The subject of this question are perfect matchings of a complete undirected graph $G(V,E), n:=\mathrm{card}(V)=2k$, without self-loops or parallel edges and $n=2k$ vertices.
The objective is to determine a perfect matching $\mathrm{M}_{\text{opt}}$ of minimal weight.
Consider now the greedy heuristic that determines a perfect matching $\mathrm{M}_{\text{app}}$ by starting with $\mathrm{M}_{\text{app}}\,=\,\emptyset$ and keeps adding the shortest edge that is not adjacent to any edge in $\mathrm{M}_{\text{app}}$ until it is a perfect matching.
Question:
Is it true, that the longest edge in $\mathrm{M}_{\text{opt}}$ can't be strictly longer than the longest edge in $\mathrm{M}_{\text{app}}$?

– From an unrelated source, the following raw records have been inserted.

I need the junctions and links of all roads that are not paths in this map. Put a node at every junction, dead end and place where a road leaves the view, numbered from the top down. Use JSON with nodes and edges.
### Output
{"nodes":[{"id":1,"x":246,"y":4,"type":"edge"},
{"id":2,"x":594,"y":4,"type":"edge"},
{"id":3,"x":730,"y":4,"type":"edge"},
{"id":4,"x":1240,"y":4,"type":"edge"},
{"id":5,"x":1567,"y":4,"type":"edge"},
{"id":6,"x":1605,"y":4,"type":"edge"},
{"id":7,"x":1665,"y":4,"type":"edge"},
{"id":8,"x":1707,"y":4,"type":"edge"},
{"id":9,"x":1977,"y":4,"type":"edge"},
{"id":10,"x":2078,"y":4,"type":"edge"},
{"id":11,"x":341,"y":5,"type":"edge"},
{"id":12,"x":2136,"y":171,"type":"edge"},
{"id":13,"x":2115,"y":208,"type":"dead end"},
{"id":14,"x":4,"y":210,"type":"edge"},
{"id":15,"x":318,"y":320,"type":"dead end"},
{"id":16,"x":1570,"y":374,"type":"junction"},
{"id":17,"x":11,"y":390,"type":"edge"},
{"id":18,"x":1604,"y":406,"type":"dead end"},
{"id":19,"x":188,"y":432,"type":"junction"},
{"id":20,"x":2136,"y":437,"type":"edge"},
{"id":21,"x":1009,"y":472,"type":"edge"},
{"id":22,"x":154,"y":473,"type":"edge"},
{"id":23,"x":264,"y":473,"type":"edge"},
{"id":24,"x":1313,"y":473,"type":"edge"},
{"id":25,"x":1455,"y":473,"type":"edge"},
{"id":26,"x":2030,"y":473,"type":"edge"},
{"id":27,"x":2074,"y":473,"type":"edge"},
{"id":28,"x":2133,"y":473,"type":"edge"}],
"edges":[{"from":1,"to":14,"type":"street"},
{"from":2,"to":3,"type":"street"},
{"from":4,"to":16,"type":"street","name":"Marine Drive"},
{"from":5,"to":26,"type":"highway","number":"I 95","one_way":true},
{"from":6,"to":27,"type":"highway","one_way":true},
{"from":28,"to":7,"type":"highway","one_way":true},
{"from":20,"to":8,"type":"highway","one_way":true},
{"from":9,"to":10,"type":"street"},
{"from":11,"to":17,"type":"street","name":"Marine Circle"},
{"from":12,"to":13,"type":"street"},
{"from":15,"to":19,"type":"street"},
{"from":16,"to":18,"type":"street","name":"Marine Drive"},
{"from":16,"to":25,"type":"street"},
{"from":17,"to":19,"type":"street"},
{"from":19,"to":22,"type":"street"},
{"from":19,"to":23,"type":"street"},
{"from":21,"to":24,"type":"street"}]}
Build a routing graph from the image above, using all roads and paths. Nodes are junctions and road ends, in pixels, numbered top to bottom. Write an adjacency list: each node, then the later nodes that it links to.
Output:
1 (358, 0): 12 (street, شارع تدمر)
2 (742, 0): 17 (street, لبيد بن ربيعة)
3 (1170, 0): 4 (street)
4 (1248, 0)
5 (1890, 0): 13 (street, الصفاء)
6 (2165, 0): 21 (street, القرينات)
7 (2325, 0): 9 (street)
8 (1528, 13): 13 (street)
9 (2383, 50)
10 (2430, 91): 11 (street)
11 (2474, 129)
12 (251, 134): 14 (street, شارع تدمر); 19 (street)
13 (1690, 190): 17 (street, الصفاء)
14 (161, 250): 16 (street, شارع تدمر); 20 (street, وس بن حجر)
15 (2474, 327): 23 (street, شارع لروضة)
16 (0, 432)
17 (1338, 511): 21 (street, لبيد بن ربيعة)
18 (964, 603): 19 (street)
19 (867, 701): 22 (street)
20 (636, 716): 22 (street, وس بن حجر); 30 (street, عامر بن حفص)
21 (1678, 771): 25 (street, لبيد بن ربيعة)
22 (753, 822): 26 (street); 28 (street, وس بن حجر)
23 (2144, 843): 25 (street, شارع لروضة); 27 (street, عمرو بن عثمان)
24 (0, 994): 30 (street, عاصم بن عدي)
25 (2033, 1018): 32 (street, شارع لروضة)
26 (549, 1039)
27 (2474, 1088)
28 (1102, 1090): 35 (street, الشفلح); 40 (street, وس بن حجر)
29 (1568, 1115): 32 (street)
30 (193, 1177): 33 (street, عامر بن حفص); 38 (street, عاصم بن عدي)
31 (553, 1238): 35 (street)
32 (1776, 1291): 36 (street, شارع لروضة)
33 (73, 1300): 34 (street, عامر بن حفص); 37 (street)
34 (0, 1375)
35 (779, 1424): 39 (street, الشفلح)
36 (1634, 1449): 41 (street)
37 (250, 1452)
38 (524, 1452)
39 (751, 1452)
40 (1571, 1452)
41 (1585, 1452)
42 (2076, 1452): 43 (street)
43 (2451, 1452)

I am convinced that that must be true for the following reason: if $\mathrm{M}_{\text{opt}}$ contains a longer edge, then it must also contain an edge that compensates for the weight difference and is not contained in $\mathrm{M}_{\text{app}}$.
As the shortest edge is already contained in $\mathrm{M}_{\text{app}}$ it can't be the edge that compensates for the weight difference; therefore it must be adjacent to some shorter edge in $\mathrm{M}_{\text{app}}$, which completes the proof; is that actually the case?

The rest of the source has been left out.